Copy every entry exactly as given, minus the images.

Segment Start: EXCERPTED DATA

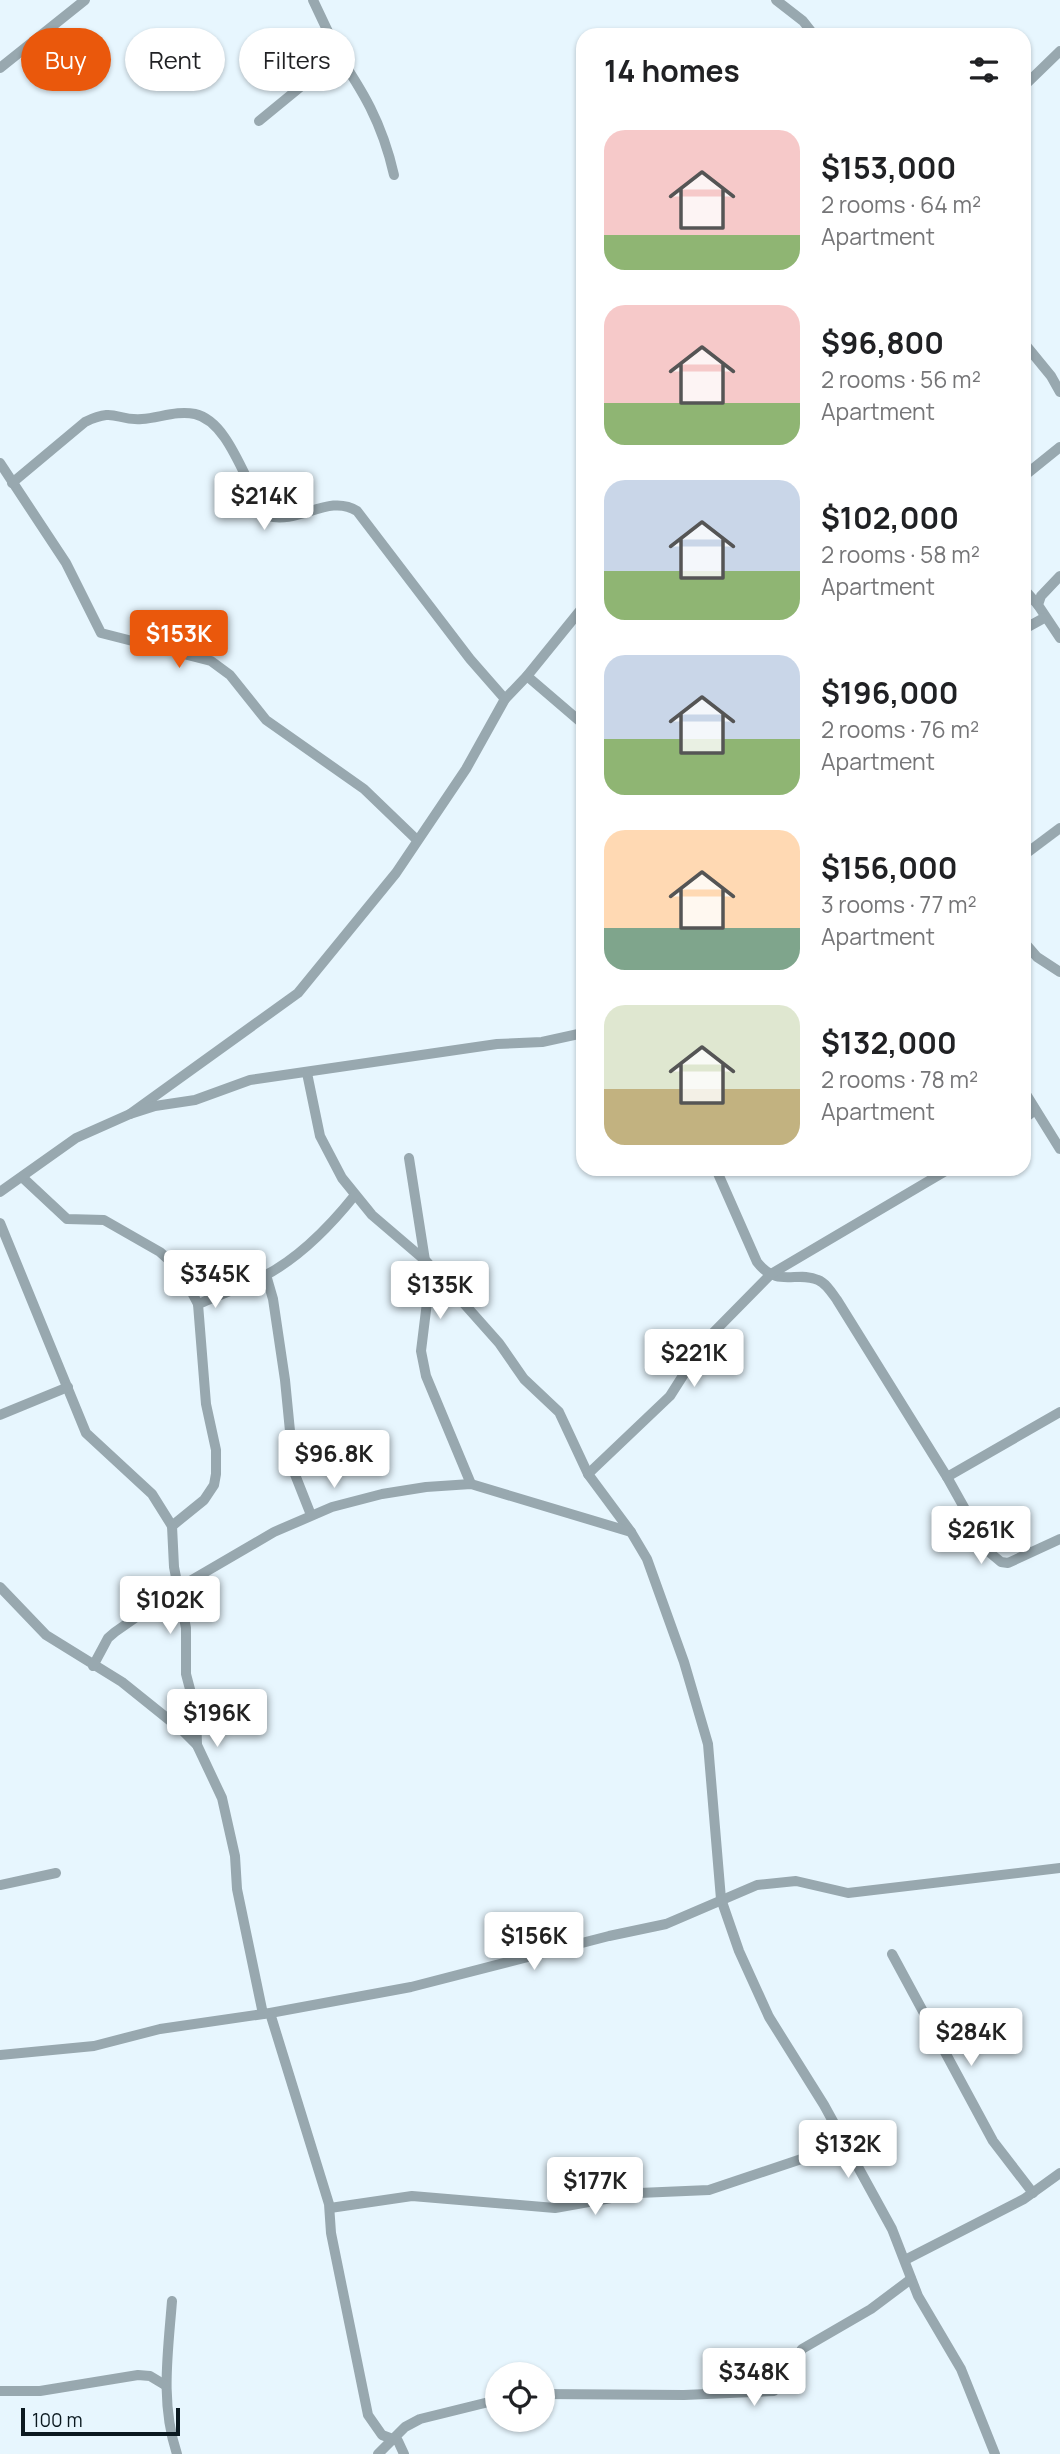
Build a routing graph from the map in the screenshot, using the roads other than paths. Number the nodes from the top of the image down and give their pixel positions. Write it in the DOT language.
graph roads {
  1 [pos="85,0"];
  2 [pos="313,0"];
  3 [pos="776,0"];
  4 [pos="325,28"];
  5 [pos="808,28"];
  6 [pos="1060,51"];
  7 [pos="0,68"];
  8 [pos="355,79"];
  9 [pos="1031,79"];
  10 [pos="296,91"];
  11 [pos="260,121"];
  12 [pos="394,174"];
  13 [pos="1031,352"];
  14 [pos="1060,391"];
  15 [pos="1060,447"];
  16 [pos="0,463"];
  17 [pos="1031,470"];
  18 [pos="12,483"];
  19 [pos="1060,576"];
  20 [pos="1031,597"];
  21 [pos="1038,605"];
  22 [pos="576,616"];
  23 [pos="1044,618"];
  24 [pos="1031,625"];
  25 [pos="1060,638"];
  26 [pos="527,676"];
  27 [pos="505,699"];
  28 [pos="576,718"];
  29 [pos="1060,828"];
  30 [pos="417,840"];
  31 [pos="1031,850"];
  32 [pos="1031,950"];
  33 [pos="1060,972"];
  34 [pos="576,1035"];
  35 [pos="307,1073"];
  36 [pos="1031,1103"];
  37 [pos="1035,1110"];
  38 [pos="1031,1113"];
  39 [pos="130,1114"];
  40 [pos="1060,1149"];
  41 [pos="409,1158"];
  42 [pos="719,1176"];
  43 [pos="937,1176"];
  44 [pos="22,1177"];
  45 [pos="0,1192"];
  46 [pos="355,1195"];
  47 [pos="0,1223"];
  48 [pos="427,1262"];
  49 [pos="771,1274"];
  50 [pos="266,1275"];
  51 [pos="198,1304"];
  52 [pos="68,1387"];
  53 [pos="1060,1412"];
  54 [pos="0,1415"];
  55 [pos="588,1475"];
  56 [pos="947,1476"];
  57 [pos="471,1484"];
  58 [pos="311,1515"];
  59 [pos="172,1526"];
  60 [pos="631,1532"];
  61 [pos="1060,1539"];
  62 [pos="0,1587"];
  63 [pos="178,1588"];
  64 [pos="93,1666"];
  65 [pos="197,1745"];
  66 [pos="1060,1868"];
  67 [pos="56,1873"];
  68 [pos="0,1885"];
  69 [pos="721,1899"];
  70 [pos="892,1954"];
  71 [pos="267,2013"];
  72 [pos="0,2055"];
  73 [pos="846,2144"];
  74 [pos="1060,2173"];
  75 [pos="1033,2193"];
  76 [pos="330,2208"];
  77 [pos="905,2260"];
  78 [pos="911,2279"];
  79 [pos="172,2301"];
  80 [pos="165,2385"];
  81 [pos="0,2391"];
  82 [pos="555,2395"];
  83 [pos="485,2403"];
  84 [pos="395,2439"];
  85 [pos="177,2454"];
  86 [pos="377,2454"];
  87 [pos="404,2454"];
  88 [pos="995,2454"];
  1 -- 7 [label="street"];
  2 -- 4 [label="street"];
  3 -- 5 [label="street"];
  6 -- 9 [label="street"];
  8 -- 12 [label="street"];
  10 -- 11 [label="street"];
  13 -- 14 [label="street"];
  15 -- 17 [label="street"];
  16 -- 18 [label="street"];
  18 -- 27 [label="street"];
  18 -- 30 [label="street"];
  19 -- 21 [label="street"];
  20 -- 21 [label="street"];
  21 -- 23 [label="street"];
  22 -- 26 [label="street"];
  23 -- 24 [label="street"];
  23 -- 25 [label="street"];
  26 -- 27 [label="street"];
  26 -- 28 [label="street"];
  27 -- 30 [label="street"];
  29 -- 31 [label="street"];
  30 -- 39 [label="street"];
  32 -- 33 [label="street"];
  34 -- 35 [label="street"];
  35 -- 39 [label="street"];
  35 -- 46 [label="street"];
  36 -- 37 [label="street"];
  37 -- 38 [label="street"];
  37 -- 40 [label="street"];
  39 -- 44 [label="street"];
  41 -- 48 [label="street"];
  42 -- 49 [label="street"];
  43 -- 49 [label="street"];
  44 -- 45 [label="street"];
  44 -- 51 [label="street"];
  46 -- 48 [label="street"];
  46 -- 50 [label="street"];
  47 -- 52 [label="street"];
  48 -- 55 [label="street"];
  48 -- 57 [label="street"];
  49 -- 55 [label="street"];
  49 -- 56 [label="street"];
  50 -- 51 [label="street"];
  50 -- 58 [label="street"];
  51 -- 59 [label="street"];
  52 -- 54 [label="street"];
  52 -- 59 [label="street"];
  53 -- 56 [label="street"];
  55 -- 60 [label="street"];
  56 -- 61 [label="street"];
  57 -- 58 [label="street"];
  57 -- 60 [label="street"];
  58 -- 63 [label="street"];
  59 -- 63 [label="street"];
  60 -- 69 [label="street"];
  62 -- 64 [label="street"];
  63 -- 64 [label="street"];
  63 -- 65 [label="street"];
  64 -- 65 [label="street"];
  65 -- 71 [label="street"];
  66 -- 69 [label="street"];
  67 -- 68 [label="street"];
  69 -- 71 [label="street"];
  69 -- 73 [label="street"];
  70 -- 75 [label="street"];
  71 -- 72 [label="street"];
  71 -- 76 [label="street"];
  73 -- 76 [label="street"];
  73 -- 77 [label="street"];
  74 -- 75 [label="street"];
  75 -- 77 [label="street"];
  76 -- 84 [label="street"];
  77 -- 78 [label="street"];
  78 -- 82 [label="street"];
  78 -- 88 [label="street"];
  79 -- 80 [label="street"];
  80 -- 81 [label="street"];
  80 -- 85 [label="street"];
  83 -- 84 [label="street"];
  84 -- 86 [label="street"];
  84 -- 87 [label="street"];
}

Segment End: EXCERPTED DATA

ANSWER TO THIS PROBLEM:
Build a routing graph from the map in the screenshot, using the roads other than paths. Number the nodes from the top of the image down and give their pixel positions. Write it in the DOT language.
graph roads {
  1 [pos="85,0"];
  2 [pos="313,0"];
  3 [pos="776,0"];
  4 [pos="325,28"];
  5 [pos="808,28"];
  6 [pos="1060,51"];
  7 [pos="0,68"];
  8 [pos="355,79"];
  9 [pos="1031,79"];
  10 [pos="296,91"];
  11 [pos="260,121"];
  12 [pos="394,174"];
  13 [pos="1031,352"];
  14 [pos="1060,391"];
  15 [pos="1060,447"];
  16 [pos="0,463"];
  17 [pos="1031,470"];
  18 [pos="12,483"];
  19 [pos="1060,576"];
  20 [pos="1031,597"];
  21 [pos="1038,605"];
  22 [pos="576,616"];
  23 [pos="1044,618"];
  24 [pos="1031,625"];
  25 [pos="1060,638"];
  26 [pos="527,676"];
  27 [pos="505,699"];
  28 [pos="576,718"];
  29 [pos="1060,828"];
  30 [pos="417,840"];
  31 [pos="1031,850"];
  32 [pos="1031,950"];
  33 [pos="1060,972"];
  34 [pos="576,1035"];
  35 [pos="307,1073"];
  36 [pos="1031,1103"];
  37 [pos="1035,1110"];
  38 [pos="1031,1113"];
  39 [pos="130,1114"];
  40 [pos="1060,1149"];
  41 [pos="409,1158"];
  42 [pos="719,1176"];
  43 [pos="937,1176"];
  44 [pos="22,1177"];
  45 [pos="0,1192"];
  46 [pos="355,1195"];
  47 [pos="0,1223"];
  48 [pos="427,1262"];
  49 [pos="771,1274"];
  50 [pos="266,1275"];
  51 [pos="198,1304"];
  52 [pos="68,1387"];
  53 [pos="1060,1412"];
  54 [pos="0,1415"];
  55 [pos="588,1475"];
  56 [pos="947,1476"];
  57 [pos="471,1484"];
  58 [pos="311,1515"];
  59 [pos="172,1526"];
  60 [pos="631,1532"];
  61 [pos="1060,1539"];
  62 [pos="0,1587"];
  63 [pos="178,1588"];
  64 [pos="93,1666"];
  65 [pos="197,1745"];
  66 [pos="1060,1868"];
  67 [pos="56,1873"];
  68 [pos="0,1885"];
  69 [pos="721,1899"];
  70 [pos="892,1954"];
  71 [pos="267,2013"];
  72 [pos="0,2055"];
  73 [pos="846,2144"];
  74 [pos="1060,2173"];
  75 [pos="1033,2193"];
  76 [pos="330,2208"];
  77 [pos="905,2260"];
  78 [pos="911,2279"];
  79 [pos="172,2301"];
  80 [pos="165,2385"];
  81 [pos="0,2391"];
  82 [pos="555,2395"];
  83 [pos="485,2403"];
  84 [pos="395,2439"];
  85 [pos="177,2454"];
  86 [pos="377,2454"];
  87 [pos="404,2454"];
  88 [pos="995,2454"];
  1 -- 7 [label="street"];
  2 -- 4 [label="street"];
  3 -- 5 [label="street"];
  6 -- 9 [label="street"];
  8 -- 12 [label="street"];
  10 -- 11 [label="street"];
  13 -- 14 [label="street"];
  15 -- 17 [label="street"];
  16 -- 18 [label="street"];
  18 -- 27 [label="street"];
  18 -- 30 [label="street"];
  19 -- 21 [label="street"];
  20 -- 21 [label="street"];
  21 -- 23 [label="street"];
  22 -- 26 [label="street"];
  23 -- 24 [label="street"];
  23 -- 25 [label="street"];
  26 -- 27 [label="street"];
  26 -- 28 [label="street"];
  27 -- 30 [label="street"];
  29 -- 31 [label="street"];
  30 -- 39 [label="street"];
  32 -- 33 [label="street"];
  34 -- 35 [label="street"];
  35 -- 39 [label="street"];
  35 -- 46 [label="street"];
  36 -- 37 [label="street"];
  37 -- 38 [label="street"];
  37 -- 40 [label="street"];
  39 -- 44 [label="street"];
  41 -- 48 [label="street"];
  42 -- 49 [label="street"];
  43 -- 49 [label="street"];
  44 -- 45 [label="street"];
  44 -- 51 [label="street"];
  46 -- 48 [label="street"];
  46 -- 50 [label="street"];
  47 -- 52 [label="street"];
  48 -- 55 [label="street"];
  48 -- 57 [label="street"];
  49 -- 55 [label="street"];
  49 -- 56 [label="street"];
  50 -- 51 [label="street"];
  50 -- 58 [label="street"];
  51 -- 59 [label="street"];
  52 -- 54 [label="street"];
  52 -- 59 [label="street"];
  53 -- 56 [label="street"];
  55 -- 60 [label="street"];
  56 -- 61 [label="street"];
  57 -- 58 [label="street"];
  57 -- 60 [label="street"];
  58 -- 63 [label="street"];
  59 -- 63 [label="street"];
  60 -- 69 [label="street"];
  62 -- 64 [label="street"];
  63 -- 64 [label="street"];
  63 -- 65 [label="street"];
  64 -- 65 [label="street"];
  65 -- 71 [label="street"];
  66 -- 69 [label="street"];
  67 -- 68 [label="street"];
  69 -- 71 [label="street"];
  69 -- 73 [label="street"];
  70 -- 75 [label="street"];
  71 -- 72 [label="street"];
  71 -- 76 [label="street"];
  73 -- 76 [label="street"];
  73 -- 77 [label="street"];
  74 -- 75 [label="street"];
  75 -- 77 [label="street"];
  76 -- 84 [label="street"];
  77 -- 78 [label="street"];
  78 -- 82 [label="street"];
  78 -- 88 [label="street"];
  79 -- 80 [label="street"];
  80 -- 81 [label="street"];
  80 -- 85 [label="street"];
  83 -- 84 [label="street"];
  84 -- 86 [label="street"];
  84 -- 87 [label="street"];
}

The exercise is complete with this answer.